We found that the extreme environment related crashes happened sooner when we stayed connected to the IDE using an active USB cable (we were running about 40 feet away from the workstation). So we stopped watching specifics live but we could save data locally with our unmodified H7 and record the internal temps. I’ll see if one of the student workers can re-create a crash. The weather is not nearly as punishing during August as in July so we may not have the same extremes. If we do I’ll update.

Very informative post, thanks!
We have similar temperatures here. What kind of heavy computing did you do to bring the board to its heat limits? We have had several crashes and we are not sure what to attribute them to since heat was supposed not to affect our setup (Heat and pressure build-up in waterproof enclosure).

We were running blob detection using background comparison and removal. The overheats happened at 200ms to 2 second intervals. We never got an overheat at, say, 5 second interval.

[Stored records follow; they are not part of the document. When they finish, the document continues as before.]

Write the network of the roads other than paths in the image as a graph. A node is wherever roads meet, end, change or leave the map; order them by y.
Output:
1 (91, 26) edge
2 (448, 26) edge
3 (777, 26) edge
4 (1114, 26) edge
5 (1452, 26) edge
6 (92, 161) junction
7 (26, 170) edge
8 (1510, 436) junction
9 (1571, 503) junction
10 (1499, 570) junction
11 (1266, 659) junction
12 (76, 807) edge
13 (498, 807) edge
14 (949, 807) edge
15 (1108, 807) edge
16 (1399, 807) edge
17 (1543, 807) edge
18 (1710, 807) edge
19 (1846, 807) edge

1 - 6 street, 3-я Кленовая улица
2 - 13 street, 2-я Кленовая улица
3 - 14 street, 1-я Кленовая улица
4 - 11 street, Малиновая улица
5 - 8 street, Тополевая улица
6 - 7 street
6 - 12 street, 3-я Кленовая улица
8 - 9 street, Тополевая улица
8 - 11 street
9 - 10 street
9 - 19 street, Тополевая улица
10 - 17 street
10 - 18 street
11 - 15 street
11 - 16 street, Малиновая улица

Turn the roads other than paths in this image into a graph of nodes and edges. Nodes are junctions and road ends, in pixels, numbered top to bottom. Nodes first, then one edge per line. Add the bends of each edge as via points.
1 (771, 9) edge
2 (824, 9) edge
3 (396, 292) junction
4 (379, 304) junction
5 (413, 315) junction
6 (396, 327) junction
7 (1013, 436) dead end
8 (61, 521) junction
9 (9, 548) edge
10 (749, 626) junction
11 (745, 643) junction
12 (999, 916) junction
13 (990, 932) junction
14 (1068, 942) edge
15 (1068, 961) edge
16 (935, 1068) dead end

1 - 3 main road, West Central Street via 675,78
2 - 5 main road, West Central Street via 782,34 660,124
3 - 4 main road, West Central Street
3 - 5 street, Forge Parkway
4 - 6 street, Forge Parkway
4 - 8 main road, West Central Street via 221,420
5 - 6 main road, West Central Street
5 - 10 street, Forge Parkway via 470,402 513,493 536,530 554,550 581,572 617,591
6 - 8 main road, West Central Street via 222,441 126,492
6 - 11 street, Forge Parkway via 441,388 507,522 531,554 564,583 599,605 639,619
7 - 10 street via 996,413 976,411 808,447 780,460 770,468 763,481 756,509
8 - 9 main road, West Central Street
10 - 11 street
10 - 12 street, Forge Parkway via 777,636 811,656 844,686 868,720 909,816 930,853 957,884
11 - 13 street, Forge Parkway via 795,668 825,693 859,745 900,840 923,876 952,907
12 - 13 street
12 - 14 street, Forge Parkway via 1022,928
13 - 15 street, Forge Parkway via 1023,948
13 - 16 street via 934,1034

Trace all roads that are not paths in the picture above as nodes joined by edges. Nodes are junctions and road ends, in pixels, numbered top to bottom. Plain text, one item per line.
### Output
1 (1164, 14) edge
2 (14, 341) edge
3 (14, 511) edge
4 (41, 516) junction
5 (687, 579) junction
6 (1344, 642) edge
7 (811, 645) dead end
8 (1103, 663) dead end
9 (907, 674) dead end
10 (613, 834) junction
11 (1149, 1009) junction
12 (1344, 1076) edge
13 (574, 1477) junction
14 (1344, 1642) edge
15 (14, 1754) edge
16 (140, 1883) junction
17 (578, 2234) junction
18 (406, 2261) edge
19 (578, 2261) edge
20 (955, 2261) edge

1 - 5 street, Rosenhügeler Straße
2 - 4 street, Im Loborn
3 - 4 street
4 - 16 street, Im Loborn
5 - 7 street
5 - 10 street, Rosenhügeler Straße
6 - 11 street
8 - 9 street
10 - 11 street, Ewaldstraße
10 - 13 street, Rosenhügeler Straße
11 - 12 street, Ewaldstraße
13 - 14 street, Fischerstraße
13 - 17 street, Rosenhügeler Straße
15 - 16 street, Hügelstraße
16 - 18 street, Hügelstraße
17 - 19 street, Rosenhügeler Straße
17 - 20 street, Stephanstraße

It was possible to get an overheat by leaving the H7+ on a pile of papers or other desktop detritus at low process loads but that’s not the H7’s fault.

You might want to try the heatsink, or even a really bitchin’ flared fin-type heatsink to overcome the insulation of a waterproof plastic layer. You could pretty easily make a waterproof bottom for your case that accommodates the fin by putting a dead H7 with a fin on a vacuum table and make the bottom of your case a permanent addition to the board. Then, seal the vacuum table sheet into a hole cut in the bottom of the case using say, aquarium silicone. You could make a removable case if you had vertical fins and not a flair but a flair would be extra cooling.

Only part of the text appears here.